**Extracted material**
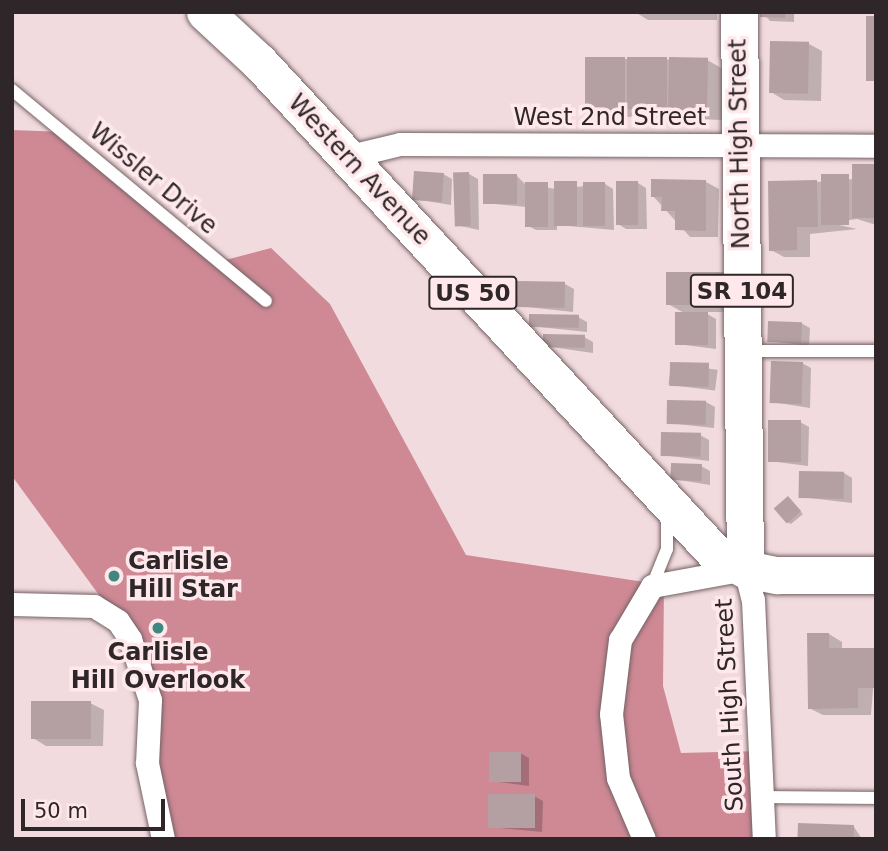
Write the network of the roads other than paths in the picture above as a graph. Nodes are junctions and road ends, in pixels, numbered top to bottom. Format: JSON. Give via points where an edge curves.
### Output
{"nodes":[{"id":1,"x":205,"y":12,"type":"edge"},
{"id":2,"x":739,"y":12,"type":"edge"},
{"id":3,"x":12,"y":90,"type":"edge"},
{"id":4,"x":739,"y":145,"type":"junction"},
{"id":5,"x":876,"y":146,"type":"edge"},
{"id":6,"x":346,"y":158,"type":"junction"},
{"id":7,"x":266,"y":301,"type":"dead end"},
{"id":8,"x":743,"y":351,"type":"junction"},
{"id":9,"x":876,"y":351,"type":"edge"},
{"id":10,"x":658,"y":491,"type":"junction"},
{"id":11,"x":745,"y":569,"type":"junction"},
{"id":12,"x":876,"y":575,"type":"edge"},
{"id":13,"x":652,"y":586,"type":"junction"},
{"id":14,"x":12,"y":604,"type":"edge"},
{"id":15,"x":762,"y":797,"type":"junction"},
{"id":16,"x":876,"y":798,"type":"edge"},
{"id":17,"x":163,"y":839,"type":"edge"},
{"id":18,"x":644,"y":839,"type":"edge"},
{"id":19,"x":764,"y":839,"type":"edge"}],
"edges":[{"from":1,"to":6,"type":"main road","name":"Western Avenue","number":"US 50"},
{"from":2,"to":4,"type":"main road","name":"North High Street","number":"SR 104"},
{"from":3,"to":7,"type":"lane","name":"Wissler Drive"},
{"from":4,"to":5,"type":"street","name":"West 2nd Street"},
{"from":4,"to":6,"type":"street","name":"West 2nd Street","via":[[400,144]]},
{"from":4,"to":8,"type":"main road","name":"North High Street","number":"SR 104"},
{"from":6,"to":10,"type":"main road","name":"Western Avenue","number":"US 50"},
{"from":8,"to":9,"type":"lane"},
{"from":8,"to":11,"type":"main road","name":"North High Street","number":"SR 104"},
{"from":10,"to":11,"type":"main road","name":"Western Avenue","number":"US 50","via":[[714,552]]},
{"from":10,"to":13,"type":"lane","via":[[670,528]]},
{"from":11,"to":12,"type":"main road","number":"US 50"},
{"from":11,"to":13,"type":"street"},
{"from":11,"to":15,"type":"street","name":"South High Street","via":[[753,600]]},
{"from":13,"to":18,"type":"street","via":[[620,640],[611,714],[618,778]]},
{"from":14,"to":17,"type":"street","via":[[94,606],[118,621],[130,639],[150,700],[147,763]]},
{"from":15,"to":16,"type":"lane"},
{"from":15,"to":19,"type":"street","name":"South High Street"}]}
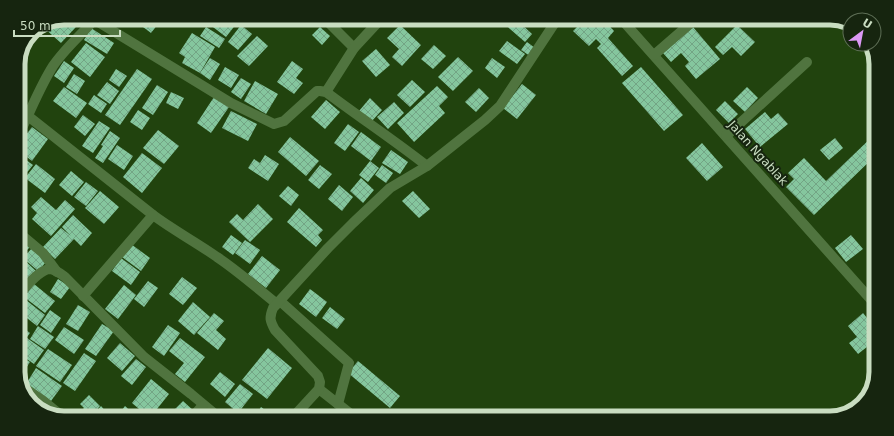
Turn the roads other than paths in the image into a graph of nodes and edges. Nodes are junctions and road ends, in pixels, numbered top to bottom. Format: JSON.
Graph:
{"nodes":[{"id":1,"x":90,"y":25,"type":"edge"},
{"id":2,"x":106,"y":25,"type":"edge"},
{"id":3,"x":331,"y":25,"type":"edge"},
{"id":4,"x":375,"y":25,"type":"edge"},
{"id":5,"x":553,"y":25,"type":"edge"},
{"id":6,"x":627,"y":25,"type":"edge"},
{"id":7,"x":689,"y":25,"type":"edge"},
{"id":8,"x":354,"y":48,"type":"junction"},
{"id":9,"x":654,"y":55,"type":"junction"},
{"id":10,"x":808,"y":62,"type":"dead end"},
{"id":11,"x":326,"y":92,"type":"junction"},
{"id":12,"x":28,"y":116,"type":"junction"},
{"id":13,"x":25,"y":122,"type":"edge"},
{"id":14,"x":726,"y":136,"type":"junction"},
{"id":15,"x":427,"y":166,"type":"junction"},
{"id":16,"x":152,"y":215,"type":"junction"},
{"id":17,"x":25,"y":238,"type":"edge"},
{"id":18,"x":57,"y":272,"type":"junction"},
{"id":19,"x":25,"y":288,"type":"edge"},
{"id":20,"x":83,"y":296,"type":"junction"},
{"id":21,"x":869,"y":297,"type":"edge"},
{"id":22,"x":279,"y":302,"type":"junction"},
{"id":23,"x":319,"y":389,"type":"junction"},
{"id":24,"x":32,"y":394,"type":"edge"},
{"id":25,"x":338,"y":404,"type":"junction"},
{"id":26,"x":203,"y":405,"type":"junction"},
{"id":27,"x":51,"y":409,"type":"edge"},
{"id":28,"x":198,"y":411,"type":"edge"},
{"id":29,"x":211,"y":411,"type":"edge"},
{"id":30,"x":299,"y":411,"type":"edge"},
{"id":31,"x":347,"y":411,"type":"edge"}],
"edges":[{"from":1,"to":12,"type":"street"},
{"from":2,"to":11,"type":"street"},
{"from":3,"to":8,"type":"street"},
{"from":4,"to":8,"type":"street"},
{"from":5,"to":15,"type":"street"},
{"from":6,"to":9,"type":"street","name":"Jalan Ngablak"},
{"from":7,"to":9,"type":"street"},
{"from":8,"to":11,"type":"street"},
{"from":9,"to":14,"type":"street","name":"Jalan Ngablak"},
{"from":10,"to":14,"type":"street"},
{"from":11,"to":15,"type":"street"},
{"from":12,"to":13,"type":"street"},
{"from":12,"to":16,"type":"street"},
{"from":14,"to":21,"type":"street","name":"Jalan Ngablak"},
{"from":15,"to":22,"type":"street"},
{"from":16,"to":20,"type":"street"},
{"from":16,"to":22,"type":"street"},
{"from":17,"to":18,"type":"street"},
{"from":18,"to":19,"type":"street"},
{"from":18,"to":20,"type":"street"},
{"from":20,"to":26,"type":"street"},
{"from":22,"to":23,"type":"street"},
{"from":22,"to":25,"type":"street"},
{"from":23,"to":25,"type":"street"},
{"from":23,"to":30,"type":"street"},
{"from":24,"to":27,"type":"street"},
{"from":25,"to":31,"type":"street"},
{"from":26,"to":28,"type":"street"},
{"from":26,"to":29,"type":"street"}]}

**The problem**
Restate the data above verbatim, skipping every image.

**Problem solution**
Write the network of the roads other than paths in the picture above as a graph. Nodes are junctions and road ends, in pixels, numbered top to bottom. Format: JSON. Give via points where an edge curves.
### Output
{"nodes":[{"id":1,"x":205,"y":12,"type":"edge"},
{"id":2,"x":739,"y":12,"type":"edge"},
{"id":3,"x":12,"y":90,"type":"edge"},
{"id":4,"x":739,"y":145,"type":"junction"},
{"id":5,"x":876,"y":146,"type":"edge"},
{"id":6,"x":346,"y":158,"type":"junction"},
{"id":7,"x":266,"y":301,"type":"dead end"},
{"id":8,"x":743,"y":351,"type":"junction"},
{"id":9,"x":876,"y":351,"type":"edge"},
{"id":10,"x":658,"y":491,"type":"junction"},
{"id":11,"x":745,"y":569,"type":"junction"},
{"id":12,"x":876,"y":575,"type":"edge"},
{"id":13,"x":652,"y":586,"type":"junction"},
{"id":14,"x":12,"y":604,"type":"edge"},
{"id":15,"x":762,"y":797,"type":"junction"},
{"id":16,"x":876,"y":798,"type":"edge"},
{"id":17,"x":163,"y":839,"type":"edge"},
{"id":18,"x":644,"y":839,"type":"edge"},
{"id":19,"x":764,"y":839,"type":"edge"}],
"edges":[{"from":1,"to":6,"type":"main road","name":"Western Avenue","number":"US 50"},
{"from":2,"to":4,"type":"main road","name":"North High Street","number":"SR 104"},
{"from":3,"to":7,"type":"lane","name":"Wissler Drive"},
{"from":4,"to":5,"type":"street","name":"West 2nd Street"},
{"from":4,"to":6,"type":"street","name":"West 2nd Street","via":[[400,144]]},
{"from":4,"to":8,"type":"main road","name":"North High Street","number":"SR 104"},
{"from":6,"to":10,"type":"main road","name":"Western Avenue","number":"US 50"},
{"from":8,"to":9,"type":"lane"},
{"from":8,"to":11,"type":"main road","name":"North High Street","number":"SR 104"},
{"from":10,"to":11,"type":"main road","name":"Western Avenue","number":"US 50","via":[[714,552]]},
{"from":10,"to":13,"type":"lane","via":[[670,528]]},
{"from":11,"to":12,"type":"main road","number":"US 50"},
{"from":11,"to":13,"type":"street"},
{"from":11,"to":15,"type":"street","name":"South High Street","via":[[753,600]]},
{"from":13,"to":18,"type":"street","via":[[620,640],[611,714],[618,778]]},
{"from":14,"to":17,"type":"street","via":[[94,606],[118,621],[130,639],[150,700],[147,763]]},
{"from":15,"to":16,"type":"lane"},
{"from":15,"to":19,"type":"street","name":"South High Street"}]}
Turn the roads other than paths in the image into a graph of nodes and edges. Nodes are junctions and road ends, in pixels, numbered top to bottom. Format: JSON.
Graph:
{"nodes":[{"id":1,"x":90,"y":25,"type":"edge"},
{"id":2,"x":106,"y":25,"type":"edge"},
{"id":3,"x":331,"y":25,"type":"edge"},
{"id":4,"x":375,"y":25,"type":"edge"},
{"id":5,"x":553,"y":25,"type":"edge"},
{"id":6,"x":627,"y":25,"type":"edge"},
{"id":7,"x":689,"y":25,"type":"edge"},
{"id":8,"x":354,"y":48,"type":"junction"},
{"id":9,"x":654,"y":55,"type":"junction"},
{"id":10,"x":808,"y":62,"type":"dead end"},
{"id":11,"x":326,"y":92,"type":"junction"},
{"id":12,"x":28,"y":116,"type":"junction"},
{"id":13,"x":25,"y":122,"type":"edge"},
{"id":14,"x":726,"y":136,"type":"junction"},
{"id":15,"x":427,"y":166,"type":"junction"},
{"id":16,"x":152,"y":215,"type":"junction"},
{"id":17,"x":25,"y":238,"type":"edge"},
{"id":18,"x":57,"y":272,"type":"junction"},
{"id":19,"x":25,"y":288,"type":"edge"},
{"id":20,"x":83,"y":296,"type":"junction"},
{"id":21,"x":869,"y":297,"type":"edge"},
{"id":22,"x":279,"y":302,"type":"junction"},
{"id":23,"x":319,"y":389,"type":"junction"},
{"id":24,"x":32,"y":394,"type":"edge"},
{"id":25,"x":338,"y":404,"type":"junction"},
{"id":26,"x":203,"y":405,"type":"junction"},
{"id":27,"x":51,"y":409,"type":"edge"},
{"id":28,"x":198,"y":411,"type":"edge"},
{"id":29,"x":211,"y":411,"type":"edge"},
{"id":30,"x":299,"y":411,"type":"edge"},
{"id":31,"x":347,"y":411,"type":"edge"}],
"edges":[{"from":1,"to":12,"type":"street"},
{"from":2,"to":11,"type":"street"},
{"from":3,"to":8,"type":"street"},
{"from":4,"to":8,"type":"street"},
{"from":5,"to":15,"type":"street"},
{"from":6,"to":9,"type":"street","name":"Jalan Ngablak"},
{"from":7,"to":9,"type":"street"},
{"from":8,"to":11,"type":"street"},
{"from":9,"to":14,"type":"street","name":"Jalan Ngablak"},
{"from":10,"to":14,"type":"street"},
{"from":11,"to":15,"type":"street"},
{"from":12,"to":13,"type":"street"},
{"from":12,"to":16,"type":"street"},
{"from":14,"to":21,"type":"street","name":"Jalan Ngablak"},
{"from":15,"to":22,"type":"street"},
{"from":16,"to":20,"type":"street"},
{"from":16,"to":22,"type":"street"},
{"from":17,"to":18,"type":"street"},
{"from":18,"to":19,"type":"street"},
{"from":18,"to":20,"type":"street"},
{"from":20,"to":26,"type":"street"},
{"from":22,"to":23,"type":"street"},
{"from":22,"to":25,"type":"street"},
{"from":23,"to":25,"type":"street"},
{"from":23,"to":30,"type":"street"},
{"from":24,"to":27,"type":"street"},
{"from":25,"to":31,"type":"street"},
{"from":26,"to":28,"type":"street"},
{"from":26,"to":29,"type":"street"}]}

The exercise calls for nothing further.